Il giudice della Corte Suprema Antonin Scalia ha ribadito la sentenza della Corte d’Appello, ma su un piano differente: “Riteniamo che l’installazione da parte del governo di un dispositivo GPS sul veicolo di un sospetto e l’utilizzo di tale dispositivo per monitorare i movimenti del veicolo costituiscano una ‘ricerca’”, ha scritto nella motivazione.
“E’ importante essere chiari su quanto accaduto in questo caso”, ha continuato il giudice Scalia. “Il governo ha occupato fisicamente una proprietà privata allo scopo di ottenere informazioni.
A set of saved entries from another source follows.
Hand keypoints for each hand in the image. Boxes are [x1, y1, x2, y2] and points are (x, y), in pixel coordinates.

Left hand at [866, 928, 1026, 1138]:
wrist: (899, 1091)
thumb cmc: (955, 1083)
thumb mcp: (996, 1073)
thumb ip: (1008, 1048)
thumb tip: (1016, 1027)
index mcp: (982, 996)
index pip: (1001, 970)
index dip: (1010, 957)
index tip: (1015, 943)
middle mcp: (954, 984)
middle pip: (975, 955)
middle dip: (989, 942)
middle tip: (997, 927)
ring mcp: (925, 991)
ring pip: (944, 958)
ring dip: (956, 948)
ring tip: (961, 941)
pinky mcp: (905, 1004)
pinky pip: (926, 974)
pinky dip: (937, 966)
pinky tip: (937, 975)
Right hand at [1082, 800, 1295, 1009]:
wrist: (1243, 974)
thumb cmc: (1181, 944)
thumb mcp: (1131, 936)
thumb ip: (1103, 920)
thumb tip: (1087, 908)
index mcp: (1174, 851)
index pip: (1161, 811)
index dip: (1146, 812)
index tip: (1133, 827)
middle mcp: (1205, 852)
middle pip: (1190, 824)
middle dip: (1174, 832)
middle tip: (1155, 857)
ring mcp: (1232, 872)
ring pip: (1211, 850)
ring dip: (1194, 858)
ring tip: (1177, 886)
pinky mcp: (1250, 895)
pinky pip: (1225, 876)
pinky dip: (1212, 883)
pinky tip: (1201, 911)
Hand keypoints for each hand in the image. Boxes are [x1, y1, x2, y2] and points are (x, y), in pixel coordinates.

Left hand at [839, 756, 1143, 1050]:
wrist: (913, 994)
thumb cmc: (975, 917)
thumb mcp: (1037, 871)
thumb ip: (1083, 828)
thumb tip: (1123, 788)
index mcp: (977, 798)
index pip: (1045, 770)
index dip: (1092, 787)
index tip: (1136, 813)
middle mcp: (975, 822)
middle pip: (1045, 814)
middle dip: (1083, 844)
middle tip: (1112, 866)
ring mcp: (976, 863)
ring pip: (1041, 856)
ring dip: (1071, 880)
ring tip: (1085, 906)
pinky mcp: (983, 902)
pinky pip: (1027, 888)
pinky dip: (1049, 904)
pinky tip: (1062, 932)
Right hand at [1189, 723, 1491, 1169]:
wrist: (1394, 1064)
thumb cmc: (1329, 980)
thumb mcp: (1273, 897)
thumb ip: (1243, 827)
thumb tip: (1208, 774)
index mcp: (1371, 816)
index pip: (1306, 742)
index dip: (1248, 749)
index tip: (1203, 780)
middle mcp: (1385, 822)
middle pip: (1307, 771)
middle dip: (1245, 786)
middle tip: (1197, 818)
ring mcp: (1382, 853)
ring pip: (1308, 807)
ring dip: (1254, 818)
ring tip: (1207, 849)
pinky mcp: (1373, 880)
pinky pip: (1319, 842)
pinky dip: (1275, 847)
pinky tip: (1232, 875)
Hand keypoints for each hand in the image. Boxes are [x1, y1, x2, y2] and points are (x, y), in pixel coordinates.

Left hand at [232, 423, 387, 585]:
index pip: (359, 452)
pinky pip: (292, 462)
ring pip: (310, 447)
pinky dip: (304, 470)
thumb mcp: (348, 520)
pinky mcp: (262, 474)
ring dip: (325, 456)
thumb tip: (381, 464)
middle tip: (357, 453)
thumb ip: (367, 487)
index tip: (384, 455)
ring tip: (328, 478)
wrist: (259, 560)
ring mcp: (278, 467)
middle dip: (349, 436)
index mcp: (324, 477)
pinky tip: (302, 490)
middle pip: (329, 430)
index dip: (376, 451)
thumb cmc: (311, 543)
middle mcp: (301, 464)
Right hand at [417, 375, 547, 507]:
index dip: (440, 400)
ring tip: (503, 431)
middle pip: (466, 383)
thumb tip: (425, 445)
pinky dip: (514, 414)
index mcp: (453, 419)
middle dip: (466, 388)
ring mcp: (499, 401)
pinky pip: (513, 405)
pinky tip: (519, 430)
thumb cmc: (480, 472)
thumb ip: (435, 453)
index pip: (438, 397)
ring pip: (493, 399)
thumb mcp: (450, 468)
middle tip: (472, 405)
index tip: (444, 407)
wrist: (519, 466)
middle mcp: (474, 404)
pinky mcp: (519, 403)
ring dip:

Non abbiamo dubbi che questa intrusione fisica sarebbe stata considerata una ‘ricerca’ ai sensi del quarto emendamento, quando questo venne adottato”.
La sentenza era molto attesa, in quanto considerata il primo ‘test’ del diritto alla privacy nell’era digitale, ma non deve ingannare il fatto che la decisione sia stata presa all’unanimità: i giudici infatti si sono divisi (5-4) sulle motivazioni, il che suggerisce che rimangono le differenze sull’applicazione dei principi che proibiscono le ‘ricerche irragionevoli’.
La minoranza chiedeva, infatti, una dichiarazione più netta del fatto che l’installazione di un sistema di monitoraggio GPS non solo ha oltrepassato i limiti della proprietà privata, ma ha violato anche la “ragionevole aspettativa di privacy” monitorando i movimenti di un sospetto per un mese.
La maggioranza ha ritenuto invece che non fosse necessario spingersi così avanti, perché l’atto di posizionare il tracker sull’auto ha invaso la proprietà del sospetto allo stesso modo di una perquisizione in casa.
Secondo il giudice Sonia Sotomayor, che ha aderito alla decisione della maggioranza, “La gente rivela ormai i numeri che chiama o il testo dei messaggi ai fornitori del servizio telefonico; i siti visitati e gli indirizzi email al fornitore di servizi internet; i libri e le medicine che prende al negozio online ma io, per prima, dubito che una persona accetterebbe controlli non autorizzati del governo sui siti che ha visitato o sui numeri che ha chiamato”.
Il giudice ha aggiunto quindi che potrebbe essere necessario “riconsiderare la premessa che un individuo non ha una ragionevole aspettativa alla privacy sulle informazioni che ha volontariamente rivelato a terze parti”.
L’avvocato della difesa, Walter Dellinger, ha affermato che la sentenza rappresenta un “evento importante nella storia del quarto emendamento” e mette in guardia le forze dell’ordine sul fatto che l’utilizzo del monitoraggio GPS nei confronti di un cittadino è legalmente discutibile se non è preceduto da un mandato.
Quando il caso venne discusso a novembre, il pubblico ministero della contea di Broward, in Florida, Gregg Rossman, affermò che il sistema di tracciamento elettronico è ormai utilizzato ‘di routine’ dalla polizia per indagare su reati come spaccio di droga e omicidio, al pari della “ricerca di impronte digitali o della prova del DNA”. Da un sondaggio del Wall Street Journal presso le autorità locali, statali e federali è emerso quindi che il controllo continuo dei cellulari è tra i più comuni tipi di sorveglianza elettronica, superiore alle intercettazioni e al monitoraggio GPS delle auto.
Secondo Michael R. Dreeben, vice procuratore generale degli Stati Uniti, infatti, non ci sono limiti costituzionali alla capacità del governo di tenere traccia dei movimenti delle persone in luoghi pubblici. Qualsiasi dispositivo anche attaccato di nascosto ai vestiti – ha affermato Dreeben – è ammissibile fin tanto che non trasmette informazioni dall’interno di una casa.